**Work instructions**
Where a line of the entries holds the string "true", copy that line.

--------

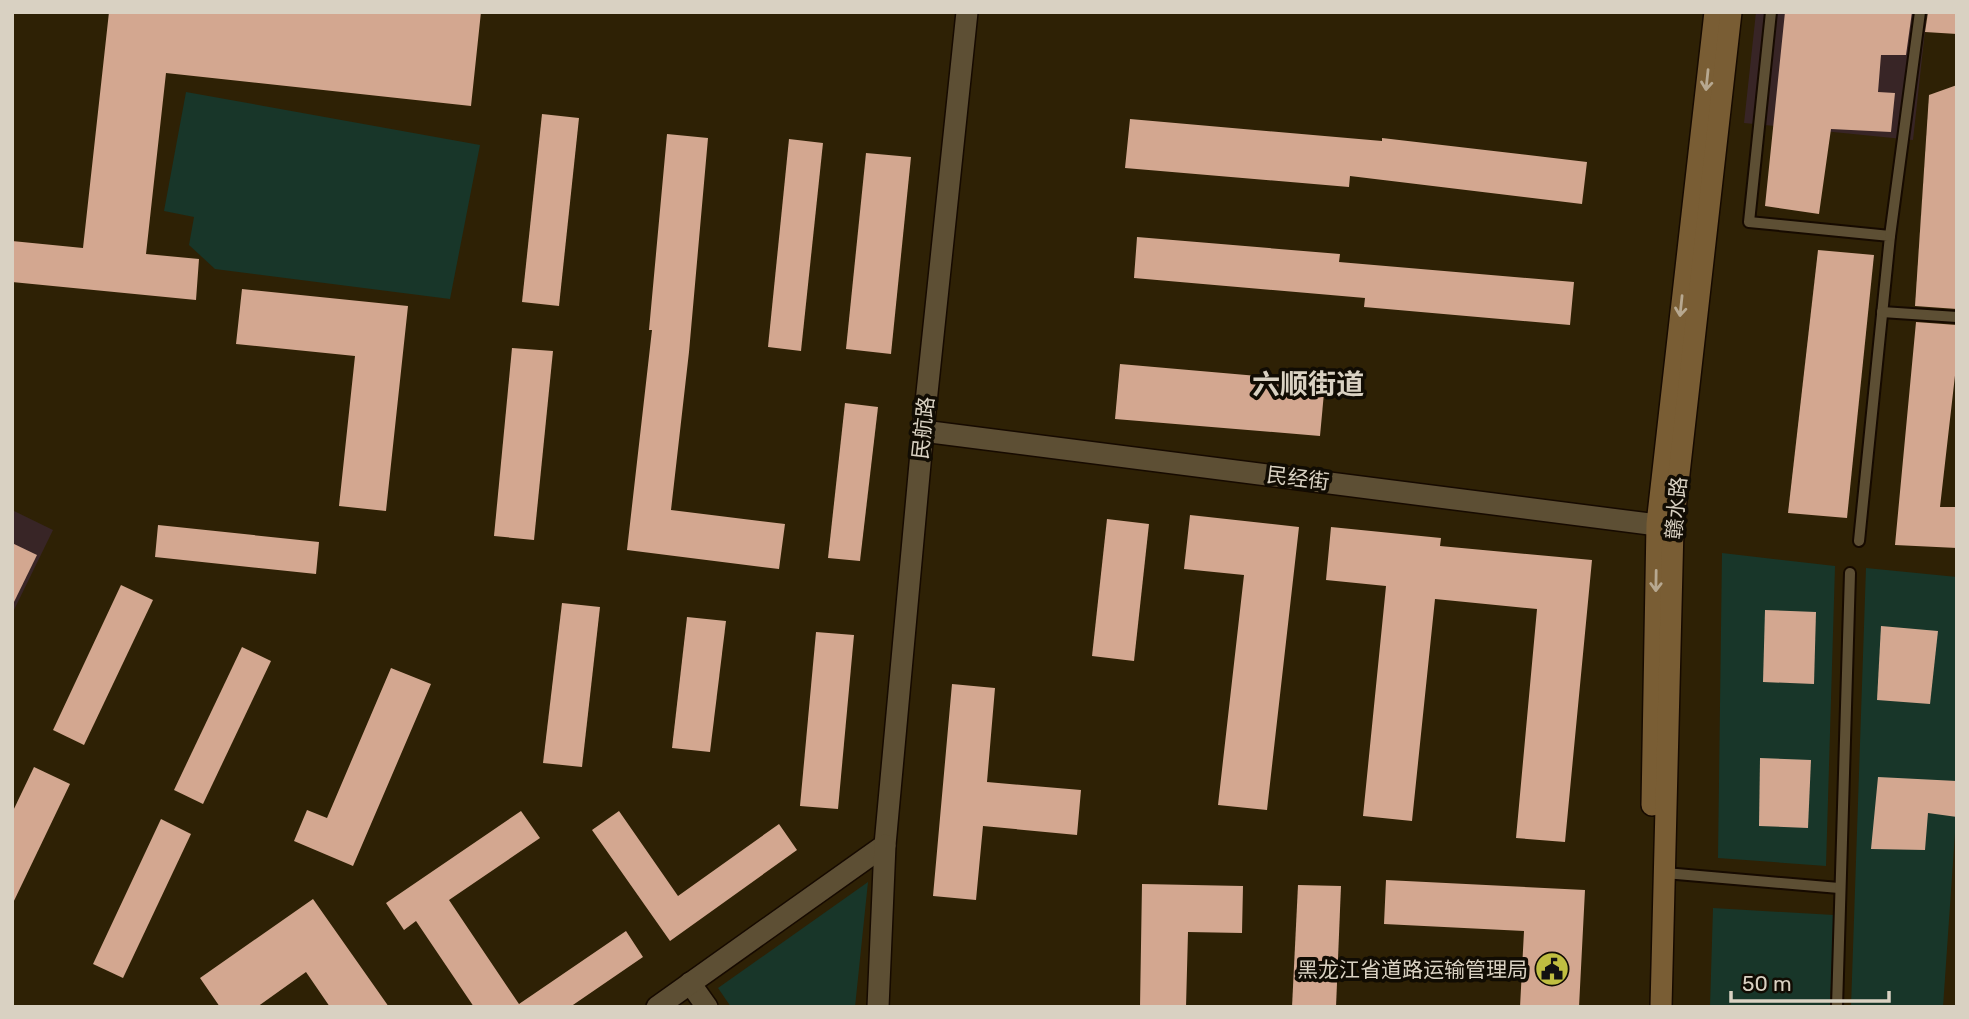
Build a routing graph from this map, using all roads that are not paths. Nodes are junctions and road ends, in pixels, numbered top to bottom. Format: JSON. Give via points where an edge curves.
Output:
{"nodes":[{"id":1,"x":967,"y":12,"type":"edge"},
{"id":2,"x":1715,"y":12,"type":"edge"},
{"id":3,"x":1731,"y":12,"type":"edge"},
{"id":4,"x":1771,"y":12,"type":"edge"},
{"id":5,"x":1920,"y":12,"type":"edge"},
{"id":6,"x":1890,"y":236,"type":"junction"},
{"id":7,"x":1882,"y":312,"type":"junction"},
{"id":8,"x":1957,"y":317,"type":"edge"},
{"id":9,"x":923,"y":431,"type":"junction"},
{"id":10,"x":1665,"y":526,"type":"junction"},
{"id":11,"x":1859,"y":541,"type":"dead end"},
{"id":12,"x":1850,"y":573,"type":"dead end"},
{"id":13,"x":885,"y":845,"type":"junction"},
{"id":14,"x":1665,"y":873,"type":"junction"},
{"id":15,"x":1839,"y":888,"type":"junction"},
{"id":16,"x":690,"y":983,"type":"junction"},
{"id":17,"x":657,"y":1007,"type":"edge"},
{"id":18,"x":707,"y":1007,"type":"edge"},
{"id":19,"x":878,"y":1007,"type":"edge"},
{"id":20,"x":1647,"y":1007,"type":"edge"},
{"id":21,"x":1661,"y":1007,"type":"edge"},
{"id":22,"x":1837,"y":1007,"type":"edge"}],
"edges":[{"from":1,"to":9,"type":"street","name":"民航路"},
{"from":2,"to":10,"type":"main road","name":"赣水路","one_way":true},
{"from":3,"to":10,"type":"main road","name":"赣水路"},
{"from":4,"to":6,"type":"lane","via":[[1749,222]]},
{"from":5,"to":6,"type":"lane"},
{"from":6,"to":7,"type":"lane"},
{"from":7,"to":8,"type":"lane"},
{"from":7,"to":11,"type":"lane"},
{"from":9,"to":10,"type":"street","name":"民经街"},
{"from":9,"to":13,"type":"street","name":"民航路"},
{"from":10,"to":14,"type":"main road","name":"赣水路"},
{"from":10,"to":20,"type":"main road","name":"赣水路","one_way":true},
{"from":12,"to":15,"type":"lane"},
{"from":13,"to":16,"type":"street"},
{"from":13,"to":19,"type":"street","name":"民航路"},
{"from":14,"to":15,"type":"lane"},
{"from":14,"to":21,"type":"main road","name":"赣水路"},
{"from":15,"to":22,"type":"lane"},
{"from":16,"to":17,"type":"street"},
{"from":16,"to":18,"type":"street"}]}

--------

**Written response**
{"from":2,"to":10,"type":"main road","name":"赣水路","one_way":true},
{"from":10,"to":20,"type":"main road","name":"赣水路","one_way":true},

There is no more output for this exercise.